Other artists are Mari Carson, Amorette Crespo, Justin Favela, Lisbeth Palacios, Francisco Palomares, Yesenia Prieto, Josue Ramirez, Lorena Robletto, Ana Serrano, Giovanni Valderas, Piñata Design Studio and Piñata District.
[Exhibition details] On view through Apr. 30, 2022. Mingei International Museum, 1439 El Prado, Balboa Park.
Script/Rescript
San Diego State University Art Gallery
“Script/Rescript” is a group exhibition of works by ten artists identifying as disabled, featuring art that aims to rewrite the medicalized narrative around disability. The word "script" does layered duty here — prescribed medicines and treatments as much as prescribed stories and narratives.
The exhibition features locals Bhavna Mehta and Akiko Surai, as well as nationwide artists Dominic Quagliozzi, Chun-Shan (Sandie) Yi, Katherine Sherwood and more. It is curated by local Amanda Cachia.

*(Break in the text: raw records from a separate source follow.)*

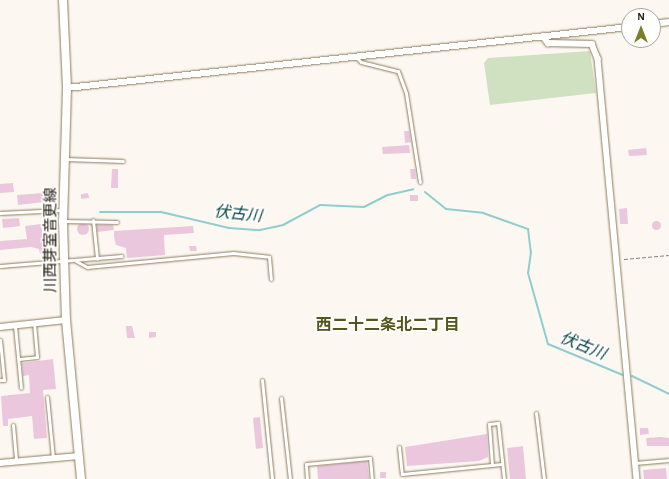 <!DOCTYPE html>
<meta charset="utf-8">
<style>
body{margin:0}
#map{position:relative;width:669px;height:479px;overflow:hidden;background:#fcf8f1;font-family:"Alegreya Sans","Noto Sans JP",sans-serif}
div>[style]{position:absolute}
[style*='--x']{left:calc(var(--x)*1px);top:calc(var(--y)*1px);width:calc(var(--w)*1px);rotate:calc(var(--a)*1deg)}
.green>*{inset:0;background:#d0e1c1}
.stream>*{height:2px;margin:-1px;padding:0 1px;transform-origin:1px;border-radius:1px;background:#8fcdcf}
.building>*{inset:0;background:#ebc7de}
.round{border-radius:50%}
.path>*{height:1px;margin-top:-0.5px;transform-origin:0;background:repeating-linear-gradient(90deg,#888278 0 4px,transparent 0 6px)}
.roads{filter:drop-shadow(0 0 1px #8c7b5c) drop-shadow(0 0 1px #8c7b5c)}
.service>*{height:3px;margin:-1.5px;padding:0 1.5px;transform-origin:1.5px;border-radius:1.5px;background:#fff}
.minor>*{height:5.5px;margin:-2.75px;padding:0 2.75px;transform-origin:2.75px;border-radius:2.75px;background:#fff}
.secondary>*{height:8px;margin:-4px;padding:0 4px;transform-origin:4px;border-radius:4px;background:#fff}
span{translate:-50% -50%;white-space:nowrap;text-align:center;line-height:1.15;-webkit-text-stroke:3px #fff;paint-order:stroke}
.street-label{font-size:15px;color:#282114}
.water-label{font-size:16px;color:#023f41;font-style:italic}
.neighbourhood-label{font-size:16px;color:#54571d;font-weight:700}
.north{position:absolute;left:621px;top:8px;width:40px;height:40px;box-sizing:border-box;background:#fff;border:1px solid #a9a6a1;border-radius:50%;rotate:0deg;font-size:11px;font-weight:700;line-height:16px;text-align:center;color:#282114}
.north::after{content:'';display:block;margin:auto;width:14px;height:18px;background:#7a7e28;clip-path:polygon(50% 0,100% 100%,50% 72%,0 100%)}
</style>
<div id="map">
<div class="green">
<i style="clip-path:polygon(590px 51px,596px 93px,490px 105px,484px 63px,488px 58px)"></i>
</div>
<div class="stream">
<i style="--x:425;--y:192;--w:27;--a:39"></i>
<i style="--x:446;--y:209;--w:37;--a:6"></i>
<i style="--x:483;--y:213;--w:48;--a:19.6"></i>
<i style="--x:528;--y:229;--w:23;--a:83"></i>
<i style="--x:531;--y:252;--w:21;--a:98"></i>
<i style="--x:528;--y:273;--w:74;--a:74.3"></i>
<i style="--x:548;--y:344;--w:81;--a:22.5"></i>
<i style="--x:100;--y:212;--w:61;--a:0"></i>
<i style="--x:161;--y:212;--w:70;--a:13.2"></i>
<i style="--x:229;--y:228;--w:31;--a:4"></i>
<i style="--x:260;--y:230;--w:24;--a:-12"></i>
<i style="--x:283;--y:225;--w:42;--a:-28.4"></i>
<i style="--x:320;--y:205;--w:44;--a:2.6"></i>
<i style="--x:364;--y:207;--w:27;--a:-27"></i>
<i style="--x:388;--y:195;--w:26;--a:-13"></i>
<i style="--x:632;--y:376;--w:41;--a:25.9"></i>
</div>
<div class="building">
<i style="clip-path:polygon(404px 131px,409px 131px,411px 142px,405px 143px)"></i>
<i style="clip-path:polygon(409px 145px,410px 153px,383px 154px,382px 147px)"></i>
<i style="clip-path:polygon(646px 148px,647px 155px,629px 156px,628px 150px)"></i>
<i style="clip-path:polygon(112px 169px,118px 169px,118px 188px,111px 188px)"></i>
<i style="clip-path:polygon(410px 169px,415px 169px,416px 179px,411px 179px)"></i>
<i style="clip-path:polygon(13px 183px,14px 192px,0 193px,0 184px)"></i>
<i style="clip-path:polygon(43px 193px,44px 202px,18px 205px,17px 195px)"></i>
<i style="clip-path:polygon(88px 193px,89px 198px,81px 199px,81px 194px)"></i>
<i style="clip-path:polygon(410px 195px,418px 195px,418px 201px,410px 201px)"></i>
<i style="clip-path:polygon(627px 208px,628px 224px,620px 224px,619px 209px)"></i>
<i style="clip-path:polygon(19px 218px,20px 226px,3px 228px,2px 219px)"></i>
<i class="round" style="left:651.5px;top:220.5px;width:9px;height:9px"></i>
<i class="round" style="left:77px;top:223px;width:12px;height:12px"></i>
<i style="clip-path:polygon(41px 224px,43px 238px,50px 238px,51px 253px,40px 254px,39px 249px,31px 247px,0 250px,0 241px,27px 239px,25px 226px)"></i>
<i style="clip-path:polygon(97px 225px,113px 225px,114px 230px,97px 232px)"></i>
<i style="clip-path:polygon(193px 226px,194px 233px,164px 235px,165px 255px,127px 258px,126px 248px,116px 245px,114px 237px,114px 231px)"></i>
<i style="clip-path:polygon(189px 246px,196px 246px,197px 251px,190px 251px)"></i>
<i style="clip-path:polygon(126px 326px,132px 326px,135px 338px,127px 338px)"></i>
<i style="clip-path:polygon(149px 332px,156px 332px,156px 337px,149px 338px)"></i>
<i style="clip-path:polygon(53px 359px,56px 389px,43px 390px,47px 438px,34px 439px,32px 416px,8px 419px,8px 426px,3px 426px,1px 396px,30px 393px,29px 375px,23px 376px,22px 363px)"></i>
<i style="clip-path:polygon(260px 417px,263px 448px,256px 449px,253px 418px)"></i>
<i style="clip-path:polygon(640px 428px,648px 428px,649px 434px,640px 435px)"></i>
<i style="clip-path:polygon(487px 434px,488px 457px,479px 461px,407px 466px,405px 447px)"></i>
<i style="clip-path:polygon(661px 437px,669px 438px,669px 446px,647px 446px,646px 438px)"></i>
<i style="clip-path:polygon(523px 446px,526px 479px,510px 479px,507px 448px)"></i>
<i style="clip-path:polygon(367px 461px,369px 479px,318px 479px,317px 466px)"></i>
<i style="clip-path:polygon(666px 468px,667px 479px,644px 479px,643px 470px)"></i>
<i style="clip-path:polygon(380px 472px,386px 472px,386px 478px,380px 478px)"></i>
</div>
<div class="path">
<i style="--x:624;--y:259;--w:45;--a:-5.1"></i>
</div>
<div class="roads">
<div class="service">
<i style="--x:356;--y:57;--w:7;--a:45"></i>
<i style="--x:361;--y:62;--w:38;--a:14"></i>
<i style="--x:398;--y:71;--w:23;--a:70"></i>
<i style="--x:406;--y:93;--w:90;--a:81.1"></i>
<i style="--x:65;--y:159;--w:58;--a:2"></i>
<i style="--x:0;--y:213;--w:62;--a:-2.8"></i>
<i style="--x:93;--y:220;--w:39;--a:84"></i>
<i style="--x:63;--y:221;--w:54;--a:1.1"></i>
<i style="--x:76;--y:261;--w:13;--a:29"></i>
<i style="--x:87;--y:267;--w:147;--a:-5.5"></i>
<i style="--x:233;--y:253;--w:36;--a:6"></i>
<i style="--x:269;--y:257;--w:22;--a:85"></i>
<i style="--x:0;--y:266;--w:122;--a:-4.7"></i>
<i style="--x:15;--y:326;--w:62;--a:84.5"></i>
<i style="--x:0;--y:340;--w:40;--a:84.3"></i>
<i style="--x:4;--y:380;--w:4;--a:180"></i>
<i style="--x:19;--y:359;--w:18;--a:-6"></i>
<i style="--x:37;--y:357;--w:33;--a:-95"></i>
<i style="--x:262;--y:380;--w:100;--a:84.2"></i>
<i style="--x:47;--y:397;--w:61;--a:84.4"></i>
<i style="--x:281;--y:398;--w:81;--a:83.7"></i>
<i style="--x:536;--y:413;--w:66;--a:83.1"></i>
<i style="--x:13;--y:425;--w:36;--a:85"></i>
<i style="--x:399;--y:447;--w:27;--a:84"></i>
<i style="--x:402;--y:474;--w:100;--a:-5.7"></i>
<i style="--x:635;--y:463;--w:34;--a:-5"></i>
<i style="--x:492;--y:465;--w:41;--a:-94.2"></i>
<i style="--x:489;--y:424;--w:9;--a:-6"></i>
<i style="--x:498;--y:423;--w:56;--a:83.9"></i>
<i style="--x:307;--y:479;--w:15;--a:-94"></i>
<i style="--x:306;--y:464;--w:64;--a:-5.4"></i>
<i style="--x:370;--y:458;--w:21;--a:85"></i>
</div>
<div class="minor">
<i style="--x:653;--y:24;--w:16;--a:-7"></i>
<i style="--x:543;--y:36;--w:9;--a:54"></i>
<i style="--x:548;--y:43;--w:44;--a:1.3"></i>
<i style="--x:592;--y:44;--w:16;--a:68"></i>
<i style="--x:598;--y:59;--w:422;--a:84.7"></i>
<i style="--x:67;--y:88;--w:565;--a:-6.19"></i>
<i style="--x:0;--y:327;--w:66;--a:-6.1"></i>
<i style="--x:0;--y:463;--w:79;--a:-5.1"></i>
</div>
<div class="secondary">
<i style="--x:63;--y:0;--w:88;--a:87.4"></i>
<i style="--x:67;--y:88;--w:133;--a:91.7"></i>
<i style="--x:63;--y:221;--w:99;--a:88.3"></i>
<i style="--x:66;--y:320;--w:160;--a:84.6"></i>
</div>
</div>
<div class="street-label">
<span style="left:51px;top:240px;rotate:-90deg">川西芽室音更線</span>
</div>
<div class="water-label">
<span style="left:238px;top:214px;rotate:6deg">伏古川</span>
<span style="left:583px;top:346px;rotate:22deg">伏古川</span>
</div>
<div class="neighbourhood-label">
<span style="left:388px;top:325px">西二十二条北二丁目</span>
</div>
<div class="north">N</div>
</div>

Each individual work is powerful on its own, but combined, this thoughtfully curated exhibition is striking — and a significant contribution to both the contemporary art world and the narrative of disability.
[Exhibition information] On view through Dec. 8, 2022. Panel discussion with Amanda Cachia, Ana García Jácome and Bhavna Mehta at 2 p.m. on Thursday, Nov. 10. San Diego State University Art Gallery, 5500 Campanile Dr., SDSU.